**Task to complete**. Pull from the data below each line where the word "view" occurs, and copy it.

**Information**.
[Start of Attachment]

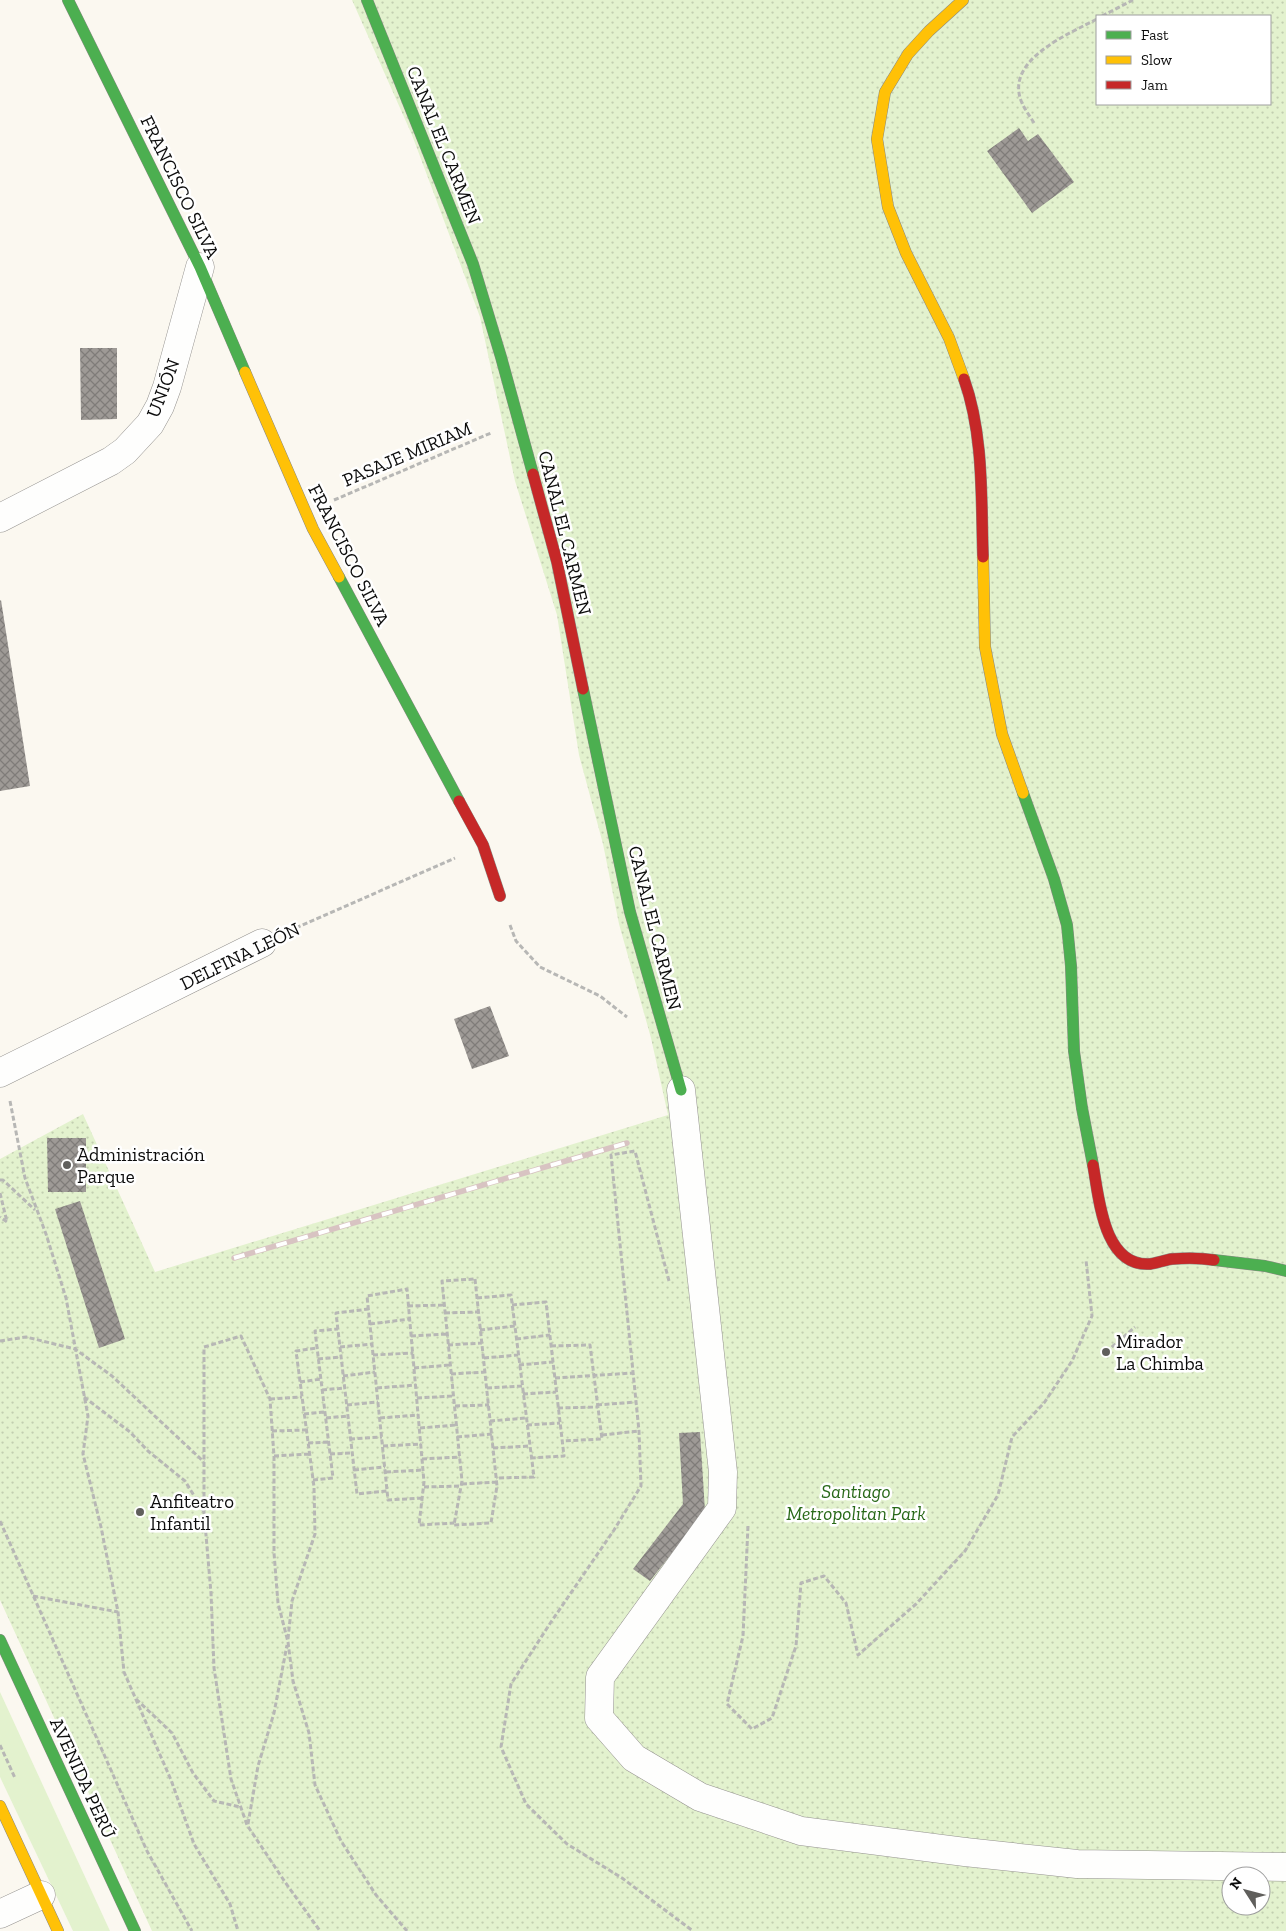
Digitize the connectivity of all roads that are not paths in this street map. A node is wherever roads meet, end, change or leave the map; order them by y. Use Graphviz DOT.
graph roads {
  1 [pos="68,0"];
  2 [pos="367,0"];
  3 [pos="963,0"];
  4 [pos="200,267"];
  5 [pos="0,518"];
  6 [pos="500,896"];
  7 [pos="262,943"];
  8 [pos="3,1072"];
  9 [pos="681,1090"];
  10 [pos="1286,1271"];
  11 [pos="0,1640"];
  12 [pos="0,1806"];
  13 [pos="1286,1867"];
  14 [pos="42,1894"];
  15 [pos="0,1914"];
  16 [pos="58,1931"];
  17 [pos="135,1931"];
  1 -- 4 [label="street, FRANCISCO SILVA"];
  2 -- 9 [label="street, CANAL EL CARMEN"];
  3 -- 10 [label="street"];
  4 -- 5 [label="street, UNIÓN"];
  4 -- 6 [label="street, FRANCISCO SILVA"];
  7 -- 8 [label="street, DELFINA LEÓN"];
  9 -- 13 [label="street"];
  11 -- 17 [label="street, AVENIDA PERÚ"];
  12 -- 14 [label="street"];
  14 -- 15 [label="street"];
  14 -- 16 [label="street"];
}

[End of Attachment]
[Start of Attachment]

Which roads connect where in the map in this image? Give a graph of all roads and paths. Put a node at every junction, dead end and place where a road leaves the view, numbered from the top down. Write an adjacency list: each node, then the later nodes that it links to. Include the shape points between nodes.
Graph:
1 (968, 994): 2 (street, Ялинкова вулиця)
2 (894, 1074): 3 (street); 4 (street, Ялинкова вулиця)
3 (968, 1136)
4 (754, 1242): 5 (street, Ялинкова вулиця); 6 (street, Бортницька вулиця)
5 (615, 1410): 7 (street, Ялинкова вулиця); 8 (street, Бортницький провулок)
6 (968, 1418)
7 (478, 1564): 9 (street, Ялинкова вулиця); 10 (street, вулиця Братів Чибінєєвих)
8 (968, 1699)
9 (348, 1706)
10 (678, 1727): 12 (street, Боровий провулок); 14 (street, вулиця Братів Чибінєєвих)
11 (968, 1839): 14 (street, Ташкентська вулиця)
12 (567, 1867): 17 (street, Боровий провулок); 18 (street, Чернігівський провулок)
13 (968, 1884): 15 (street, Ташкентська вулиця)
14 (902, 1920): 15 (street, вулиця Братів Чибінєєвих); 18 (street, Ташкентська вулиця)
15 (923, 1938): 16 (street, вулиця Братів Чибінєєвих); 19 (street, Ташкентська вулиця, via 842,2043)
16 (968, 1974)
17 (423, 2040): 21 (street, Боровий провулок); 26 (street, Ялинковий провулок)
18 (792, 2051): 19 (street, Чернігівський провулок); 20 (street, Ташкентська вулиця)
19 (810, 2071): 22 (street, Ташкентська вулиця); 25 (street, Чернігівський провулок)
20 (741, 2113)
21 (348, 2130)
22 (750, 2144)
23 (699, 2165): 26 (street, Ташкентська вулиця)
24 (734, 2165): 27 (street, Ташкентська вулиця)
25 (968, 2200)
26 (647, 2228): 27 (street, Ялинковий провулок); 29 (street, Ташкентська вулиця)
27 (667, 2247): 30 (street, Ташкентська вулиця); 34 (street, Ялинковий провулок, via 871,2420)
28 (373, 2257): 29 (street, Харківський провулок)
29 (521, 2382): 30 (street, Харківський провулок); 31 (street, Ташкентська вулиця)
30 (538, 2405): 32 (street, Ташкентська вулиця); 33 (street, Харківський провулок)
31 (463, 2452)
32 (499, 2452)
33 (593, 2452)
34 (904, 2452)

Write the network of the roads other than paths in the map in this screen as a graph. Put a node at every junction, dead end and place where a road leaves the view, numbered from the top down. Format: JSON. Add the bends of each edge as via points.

[End of Attachment]

**Worked solution**.
Which roads connect where in the map in this image? Give a graph of all roads and paths. Put a node at every junction, dead end and place where a road leaves the view, numbered from the top down. Write an adjacency list: each node, then the later nodes that it links to. Include the shape points between nodes.
Write the network of the roads other than paths in the map in this screen as a graph. Put a node at every junction, dead end and place where a road leaves the view, numbered from the top down. Format: JSON. Add the bends of each edge as via points.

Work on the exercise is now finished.